Despite the increasing interest in EMG-driven controllers for MLLPs, a reliable and effective approach that can be introduced into powered prostheses has not yet been formulated. Particularly, continuous developments in ML have resulted in a persisting focus on pattern recognition techniques, which despite allowing for high stability and easier integration, remain a risky approach as they have not proven to be able to tackle the inadequate user control yet. In addition, the full potential of using neural signals is left unexploited, such as targeting direct and voluntary manipulation of the prosthetic joint, which would give the user complete freedom of movement. Based on the evidence reported here, the authors believe that introducing a reliable and effective control, able to integrate both rhythmic (CIC) and volitional (IEC) motor tasks, will promote the use of powered MLLPs despite their current limitations. First attempts in this direction have been investigated in this review. They have demonstrated the possibility to exploit both the potentialities of the two neuro-controllers.

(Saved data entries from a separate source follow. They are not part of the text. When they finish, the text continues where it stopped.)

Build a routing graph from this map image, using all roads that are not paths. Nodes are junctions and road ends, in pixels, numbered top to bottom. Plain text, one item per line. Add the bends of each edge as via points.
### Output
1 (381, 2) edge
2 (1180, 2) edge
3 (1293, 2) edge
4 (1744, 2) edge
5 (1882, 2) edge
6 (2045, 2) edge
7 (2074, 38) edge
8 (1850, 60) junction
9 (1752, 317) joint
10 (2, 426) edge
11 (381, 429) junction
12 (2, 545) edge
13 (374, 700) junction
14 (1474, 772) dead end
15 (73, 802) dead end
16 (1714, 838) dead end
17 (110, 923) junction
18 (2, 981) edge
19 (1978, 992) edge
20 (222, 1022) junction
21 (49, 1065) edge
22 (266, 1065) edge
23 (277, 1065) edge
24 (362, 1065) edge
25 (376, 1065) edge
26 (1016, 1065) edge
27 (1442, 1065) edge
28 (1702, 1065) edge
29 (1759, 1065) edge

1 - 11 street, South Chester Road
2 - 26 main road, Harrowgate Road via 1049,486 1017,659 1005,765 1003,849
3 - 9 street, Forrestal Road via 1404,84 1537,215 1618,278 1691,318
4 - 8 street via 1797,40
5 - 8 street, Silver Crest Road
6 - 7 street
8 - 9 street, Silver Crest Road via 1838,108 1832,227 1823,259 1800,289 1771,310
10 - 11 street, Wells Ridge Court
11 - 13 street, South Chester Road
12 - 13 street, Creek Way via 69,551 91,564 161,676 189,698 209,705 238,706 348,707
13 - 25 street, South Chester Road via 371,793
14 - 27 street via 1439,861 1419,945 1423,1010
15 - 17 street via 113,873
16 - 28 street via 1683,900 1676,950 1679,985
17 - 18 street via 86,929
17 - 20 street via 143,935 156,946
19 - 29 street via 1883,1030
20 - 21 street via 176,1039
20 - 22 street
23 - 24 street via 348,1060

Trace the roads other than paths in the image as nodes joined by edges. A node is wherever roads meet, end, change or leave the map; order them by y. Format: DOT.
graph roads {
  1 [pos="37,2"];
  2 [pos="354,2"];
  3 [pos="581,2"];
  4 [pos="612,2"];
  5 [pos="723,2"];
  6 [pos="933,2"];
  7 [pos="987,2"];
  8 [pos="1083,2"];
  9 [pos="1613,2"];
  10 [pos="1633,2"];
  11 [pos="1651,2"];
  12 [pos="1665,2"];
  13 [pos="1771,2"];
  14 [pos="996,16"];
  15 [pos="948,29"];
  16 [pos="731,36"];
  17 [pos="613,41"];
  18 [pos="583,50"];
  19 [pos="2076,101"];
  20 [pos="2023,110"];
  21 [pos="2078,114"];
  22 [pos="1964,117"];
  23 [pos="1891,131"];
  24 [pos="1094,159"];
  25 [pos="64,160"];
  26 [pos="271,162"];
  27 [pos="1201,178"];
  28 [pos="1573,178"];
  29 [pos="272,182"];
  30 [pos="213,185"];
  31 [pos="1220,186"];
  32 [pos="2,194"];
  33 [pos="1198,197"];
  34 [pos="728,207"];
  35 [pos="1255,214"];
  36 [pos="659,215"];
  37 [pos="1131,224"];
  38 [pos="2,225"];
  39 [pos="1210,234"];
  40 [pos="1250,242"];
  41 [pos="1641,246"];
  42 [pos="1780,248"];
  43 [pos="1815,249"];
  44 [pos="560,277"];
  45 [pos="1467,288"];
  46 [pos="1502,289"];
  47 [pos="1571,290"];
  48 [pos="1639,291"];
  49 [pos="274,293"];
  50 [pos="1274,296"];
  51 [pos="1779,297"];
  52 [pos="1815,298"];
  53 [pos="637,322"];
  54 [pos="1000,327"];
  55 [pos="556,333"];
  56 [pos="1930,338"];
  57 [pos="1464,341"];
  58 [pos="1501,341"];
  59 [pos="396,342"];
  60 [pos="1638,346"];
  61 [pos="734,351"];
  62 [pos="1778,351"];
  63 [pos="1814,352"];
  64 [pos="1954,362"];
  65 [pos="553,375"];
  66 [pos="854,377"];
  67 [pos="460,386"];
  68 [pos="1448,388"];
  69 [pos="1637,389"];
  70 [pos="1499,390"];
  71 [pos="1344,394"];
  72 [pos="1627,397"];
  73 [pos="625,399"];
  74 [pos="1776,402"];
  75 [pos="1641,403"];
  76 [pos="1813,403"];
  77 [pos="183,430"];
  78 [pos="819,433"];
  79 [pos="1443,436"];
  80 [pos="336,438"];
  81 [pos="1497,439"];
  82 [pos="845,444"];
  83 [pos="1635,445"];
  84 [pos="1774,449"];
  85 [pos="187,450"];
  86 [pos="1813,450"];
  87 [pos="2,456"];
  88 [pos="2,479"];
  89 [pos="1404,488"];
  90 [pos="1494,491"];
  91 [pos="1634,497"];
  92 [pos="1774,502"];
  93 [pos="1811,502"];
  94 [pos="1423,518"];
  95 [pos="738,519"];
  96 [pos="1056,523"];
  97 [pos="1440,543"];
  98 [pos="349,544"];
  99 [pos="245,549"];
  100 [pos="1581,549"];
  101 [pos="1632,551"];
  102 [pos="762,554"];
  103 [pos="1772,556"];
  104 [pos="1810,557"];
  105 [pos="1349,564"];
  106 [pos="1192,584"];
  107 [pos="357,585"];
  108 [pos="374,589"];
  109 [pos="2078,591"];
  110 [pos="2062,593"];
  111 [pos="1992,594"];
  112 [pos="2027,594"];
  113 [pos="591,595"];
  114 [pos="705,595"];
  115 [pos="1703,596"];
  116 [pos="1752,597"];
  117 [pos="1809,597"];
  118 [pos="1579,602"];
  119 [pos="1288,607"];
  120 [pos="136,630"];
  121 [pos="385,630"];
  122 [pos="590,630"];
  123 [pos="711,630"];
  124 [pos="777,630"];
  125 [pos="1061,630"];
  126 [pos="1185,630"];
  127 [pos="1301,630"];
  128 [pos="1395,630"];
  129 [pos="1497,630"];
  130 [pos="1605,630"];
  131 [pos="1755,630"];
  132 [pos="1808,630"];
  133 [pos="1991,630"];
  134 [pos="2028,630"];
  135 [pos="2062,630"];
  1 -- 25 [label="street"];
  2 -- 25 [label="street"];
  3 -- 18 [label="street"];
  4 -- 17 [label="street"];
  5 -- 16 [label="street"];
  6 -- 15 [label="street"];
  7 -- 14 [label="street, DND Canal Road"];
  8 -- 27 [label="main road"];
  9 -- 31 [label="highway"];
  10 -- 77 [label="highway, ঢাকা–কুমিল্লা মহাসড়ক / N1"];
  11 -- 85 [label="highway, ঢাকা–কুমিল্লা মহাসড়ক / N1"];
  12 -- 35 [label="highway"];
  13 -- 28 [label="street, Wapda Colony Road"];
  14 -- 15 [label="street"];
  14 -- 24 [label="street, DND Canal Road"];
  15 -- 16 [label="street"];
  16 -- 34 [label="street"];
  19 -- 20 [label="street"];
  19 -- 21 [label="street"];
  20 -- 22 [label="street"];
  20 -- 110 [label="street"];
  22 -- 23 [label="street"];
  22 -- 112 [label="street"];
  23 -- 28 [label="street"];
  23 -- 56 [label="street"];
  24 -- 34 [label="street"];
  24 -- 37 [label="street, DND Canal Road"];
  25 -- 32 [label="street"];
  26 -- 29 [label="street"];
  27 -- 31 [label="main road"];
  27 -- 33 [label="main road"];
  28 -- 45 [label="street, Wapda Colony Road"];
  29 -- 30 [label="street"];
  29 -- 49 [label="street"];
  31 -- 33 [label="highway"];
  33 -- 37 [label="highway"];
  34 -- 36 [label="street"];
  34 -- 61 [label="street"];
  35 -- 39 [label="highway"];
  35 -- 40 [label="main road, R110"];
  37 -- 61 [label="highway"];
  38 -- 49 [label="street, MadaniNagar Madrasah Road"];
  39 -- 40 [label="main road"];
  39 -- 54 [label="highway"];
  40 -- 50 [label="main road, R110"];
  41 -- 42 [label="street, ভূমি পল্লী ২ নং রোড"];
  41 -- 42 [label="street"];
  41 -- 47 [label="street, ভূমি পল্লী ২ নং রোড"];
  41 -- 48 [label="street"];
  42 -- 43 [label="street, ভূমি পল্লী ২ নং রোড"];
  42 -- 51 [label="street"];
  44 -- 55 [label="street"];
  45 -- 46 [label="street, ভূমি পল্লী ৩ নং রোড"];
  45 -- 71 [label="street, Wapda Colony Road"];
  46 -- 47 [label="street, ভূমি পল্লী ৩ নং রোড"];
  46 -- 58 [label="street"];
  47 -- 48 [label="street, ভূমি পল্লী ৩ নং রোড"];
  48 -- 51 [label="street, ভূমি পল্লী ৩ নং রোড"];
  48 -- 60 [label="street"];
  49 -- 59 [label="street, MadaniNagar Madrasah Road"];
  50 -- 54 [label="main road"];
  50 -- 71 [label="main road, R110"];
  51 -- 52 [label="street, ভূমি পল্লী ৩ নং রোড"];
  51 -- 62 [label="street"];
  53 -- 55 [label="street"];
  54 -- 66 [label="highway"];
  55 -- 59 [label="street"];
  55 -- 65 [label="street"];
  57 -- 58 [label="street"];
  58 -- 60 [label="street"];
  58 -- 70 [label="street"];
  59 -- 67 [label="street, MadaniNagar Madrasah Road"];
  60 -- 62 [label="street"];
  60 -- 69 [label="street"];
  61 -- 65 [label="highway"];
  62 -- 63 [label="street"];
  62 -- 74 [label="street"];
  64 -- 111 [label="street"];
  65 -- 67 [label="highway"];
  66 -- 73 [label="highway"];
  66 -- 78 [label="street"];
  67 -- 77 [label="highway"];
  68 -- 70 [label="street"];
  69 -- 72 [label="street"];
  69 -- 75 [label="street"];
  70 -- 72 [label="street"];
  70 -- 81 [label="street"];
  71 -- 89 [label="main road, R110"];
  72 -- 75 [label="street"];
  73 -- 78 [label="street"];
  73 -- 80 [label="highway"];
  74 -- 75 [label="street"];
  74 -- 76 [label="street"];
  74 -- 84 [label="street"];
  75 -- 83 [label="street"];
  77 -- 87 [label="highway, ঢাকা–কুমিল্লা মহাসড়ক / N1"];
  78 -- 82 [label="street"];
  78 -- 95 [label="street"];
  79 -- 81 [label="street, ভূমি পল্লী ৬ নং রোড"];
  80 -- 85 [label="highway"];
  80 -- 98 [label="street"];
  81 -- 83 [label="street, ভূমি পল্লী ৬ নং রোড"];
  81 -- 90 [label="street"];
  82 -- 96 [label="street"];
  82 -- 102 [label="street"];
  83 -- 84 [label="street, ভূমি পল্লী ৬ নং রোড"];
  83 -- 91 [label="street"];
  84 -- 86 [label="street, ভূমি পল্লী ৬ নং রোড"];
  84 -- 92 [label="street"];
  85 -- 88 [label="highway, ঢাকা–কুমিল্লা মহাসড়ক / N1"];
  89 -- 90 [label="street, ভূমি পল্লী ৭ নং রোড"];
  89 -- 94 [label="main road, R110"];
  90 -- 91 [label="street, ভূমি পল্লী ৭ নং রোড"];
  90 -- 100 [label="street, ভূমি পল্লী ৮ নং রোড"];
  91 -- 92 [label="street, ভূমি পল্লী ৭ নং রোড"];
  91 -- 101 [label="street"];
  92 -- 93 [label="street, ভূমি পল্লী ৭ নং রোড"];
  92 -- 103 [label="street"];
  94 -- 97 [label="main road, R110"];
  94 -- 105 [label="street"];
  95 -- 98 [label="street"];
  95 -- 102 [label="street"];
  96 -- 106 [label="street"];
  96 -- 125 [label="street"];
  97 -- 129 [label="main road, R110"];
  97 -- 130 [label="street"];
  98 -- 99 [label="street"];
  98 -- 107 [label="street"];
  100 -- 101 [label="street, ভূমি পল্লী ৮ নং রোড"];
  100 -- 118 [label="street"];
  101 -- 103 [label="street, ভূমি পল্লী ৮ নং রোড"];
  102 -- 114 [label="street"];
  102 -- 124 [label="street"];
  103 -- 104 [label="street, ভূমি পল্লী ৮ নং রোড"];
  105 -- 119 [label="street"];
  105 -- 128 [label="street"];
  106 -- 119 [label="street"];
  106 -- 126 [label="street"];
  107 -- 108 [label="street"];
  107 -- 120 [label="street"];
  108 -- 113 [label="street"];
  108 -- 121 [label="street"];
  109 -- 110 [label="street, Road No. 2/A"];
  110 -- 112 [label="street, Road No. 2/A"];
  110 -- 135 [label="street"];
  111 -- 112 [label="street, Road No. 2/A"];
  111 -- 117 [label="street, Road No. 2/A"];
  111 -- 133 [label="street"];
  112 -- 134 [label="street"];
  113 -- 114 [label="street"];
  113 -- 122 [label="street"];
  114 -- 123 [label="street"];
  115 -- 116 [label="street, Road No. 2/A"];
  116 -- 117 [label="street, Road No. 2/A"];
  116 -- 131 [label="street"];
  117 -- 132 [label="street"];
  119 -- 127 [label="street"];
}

The real efficacy of EMG-driven controllers have yet to be clinically validated. Furthermore, EMG-driven controllers still have to overcome inherent drawbacks such as high noise sensitivity of EMG signals, elevated inter- and intra- subject signals variability, and a difficult integration of electrodes in the socket. However, current advancements in invasive solutions for bionic prostheses have demonstrated to strengthen the connection of the HRI, creating a more reliable neuro-control and attenuating the aforementioned limitations. Therefore, it is likely that the combination of novel invasive interfaces, more advanced decoding algorithms (e.g., DL or modeling) and seamless EMG-driven control will eventually promote the use of powered MLLPs. This claim is strongly related to clinical evidences about the necessity to provide amputees with powered support to avoid psychosomatic conditions and secondary degenerative musculoskeletal pathologies.

Eventually, neural-driven controllers will acquire the capability of closing the sensori-motor loop. Users will be provided with sensory information about touch and proprioception, through the prosthesis, to modulate the control in closed-loop, allowing bioengineers to get closer to the goal of giving back what amputees have lost.